Syntax: perspective: none | <length>
Example
perspective: 100px;  /* W3C */
-webkit-perspective: 100px; /* Safari & Chrome */
-moz-perspective: 100px; /* Firefox */
-ms-perspective: 100px; /* Internet Explorer */
-o-perspective: 100px; /* Opera */
Note that this example includes various CSS extensions in addition to the W3C CSS3 property. This is for browser compatibility.
Try it yourself!


Possible Values:
none
Specifies that no perspective transform is applied.
<length>
Specifies the distance from the user to the z=0 plane. It used to apply a perspective transform to the element and its content. If this value is 0 or a negative value, no perspective transform is applied.
Initial Value: none
Applies to: This property applies only to transformable elements.

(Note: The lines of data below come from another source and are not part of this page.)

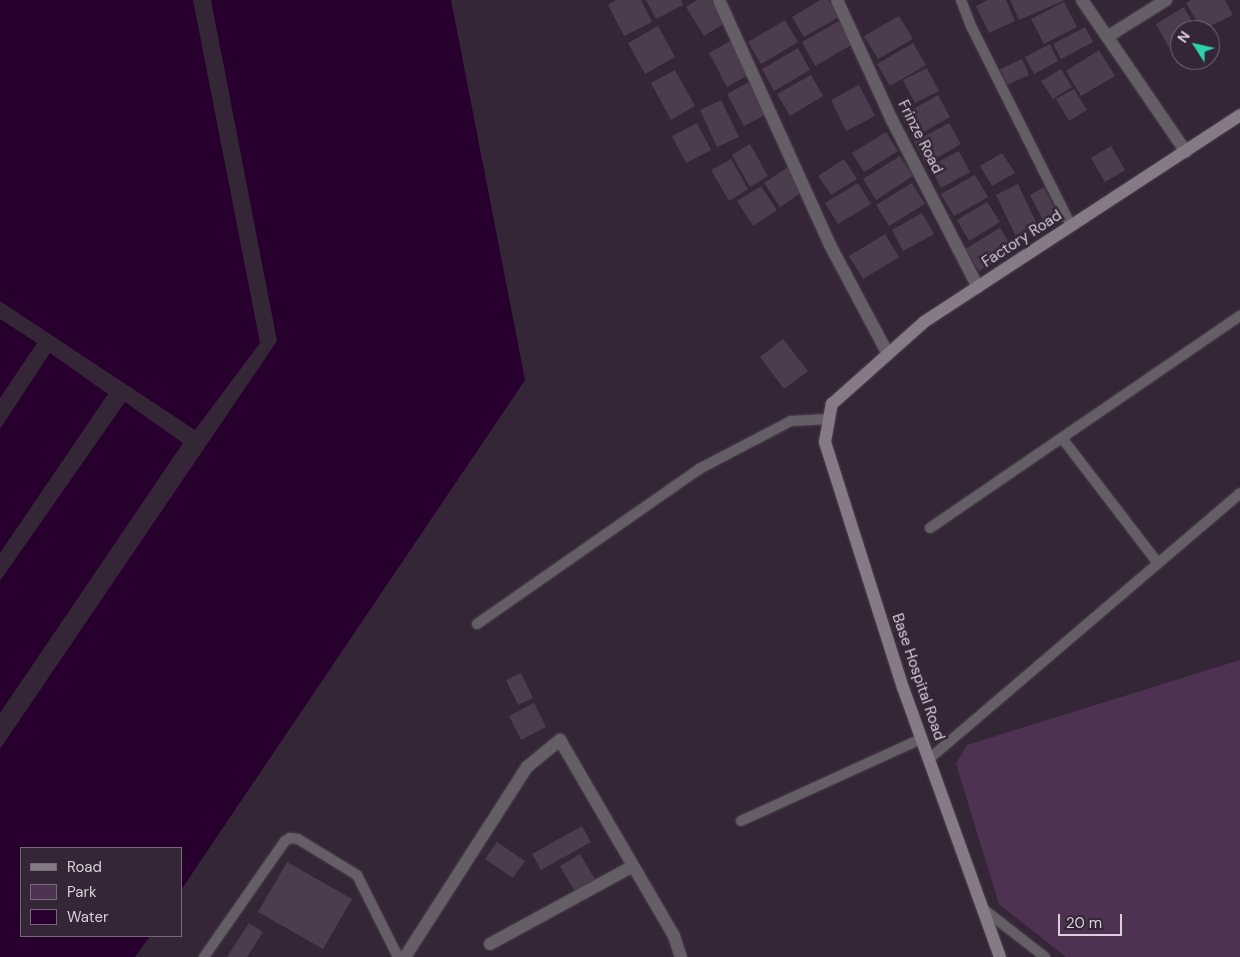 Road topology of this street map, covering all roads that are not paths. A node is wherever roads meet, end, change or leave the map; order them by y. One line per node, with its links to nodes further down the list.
1 (719, 0): 12 (street)
2 (837, 0): 10 (street, Frinze Road)
3 (961, 0): 9 (lane)
4 (1082, 0): 6 (street)
5 (1166, 0): 6 (street)
6 (1107, 37): 8 (street)
7 (1240, 115): 8 (street, Factory Road)
8 (1186, 152): 9 (street, Factory Road)
9 (1071, 226): 10 (street, Factory Road)
10 (978, 287): 12 (street, Factory Road)
11 (1240, 316): 15 (lane)
12 (888, 354): 13 (street, Factory Road)
13 (832, 404): 14 (street, Base Hospital Road)
14 (829, 419): 19 (lane); 20 (street, Base Hospital Road)
15 (1062, 438): 17 (lane); 18 (lane)
16 (1239, 497): 18 (lane)
17 (930, 528)
18 (1158, 563): 21 (lane)
19 (477, 624)
20 (921, 739): 21 (street, Base Hospital Road); 22 (lane)
21 (929, 759): 24 (street, Base Hospital Road)
22 (741, 822)
23 (631, 867): 25 (street); 28 (street); 29 (street)
24 (982, 908): 30 (street, Base Hospital Road); 31 (lane)
25 (490, 944)
26 (204, 957): 27 (lane)
27 (398, 957)
28 (405, 957)
29 (681, 957)
30 (1000, 957)
31 (1045, 957)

In HTML, a transformable element is either:

  • a block-level or atomic inline-level element
  • or whose CSS display property computes to table-row, table-row-group, table-header-group, table-footer-group, table-cell, or table-caption

In SVG, a transformable element is an element which has the attributes transform, patternTransform or gradientTransform.

Inherited: No
Media: Visual
Computed Value: Absolute length or "none".

Browser Compatibility

At the time of writing, CSS3 was still under development and browser support for many CSS3 properties was limited or non-existent. For maximum browser compatibility many web developers add browser-specific properties by using extensions such as -webkit- for Safari and Google Chrome, -ms- for Internet Explorer, -moz- for Firefox, -o- for Opera etc. As with any CSS property, if a browser doesn't support a proprietary extension, it will simply ignore it.

This practice is not recommended by the W3C, however in many cases, the only way you can test a property is to include the CSS extension that is compatible with your browser.

Be aware that if you choose to use the proprietary CSS extensions in a live environment, your code will not pass any W3C CSS validation, as the browser-specific properties are not valid W3C properties.

Many of the CSS3 examples on this website include these browser specific properties. If they weren't included, most of the examples wouldn't work for most users (at least, not until possibly years after the article was written).

The major browser manufacturers are working to support the W3C properties, and eventually, you will be able to omit these browser-specific properties.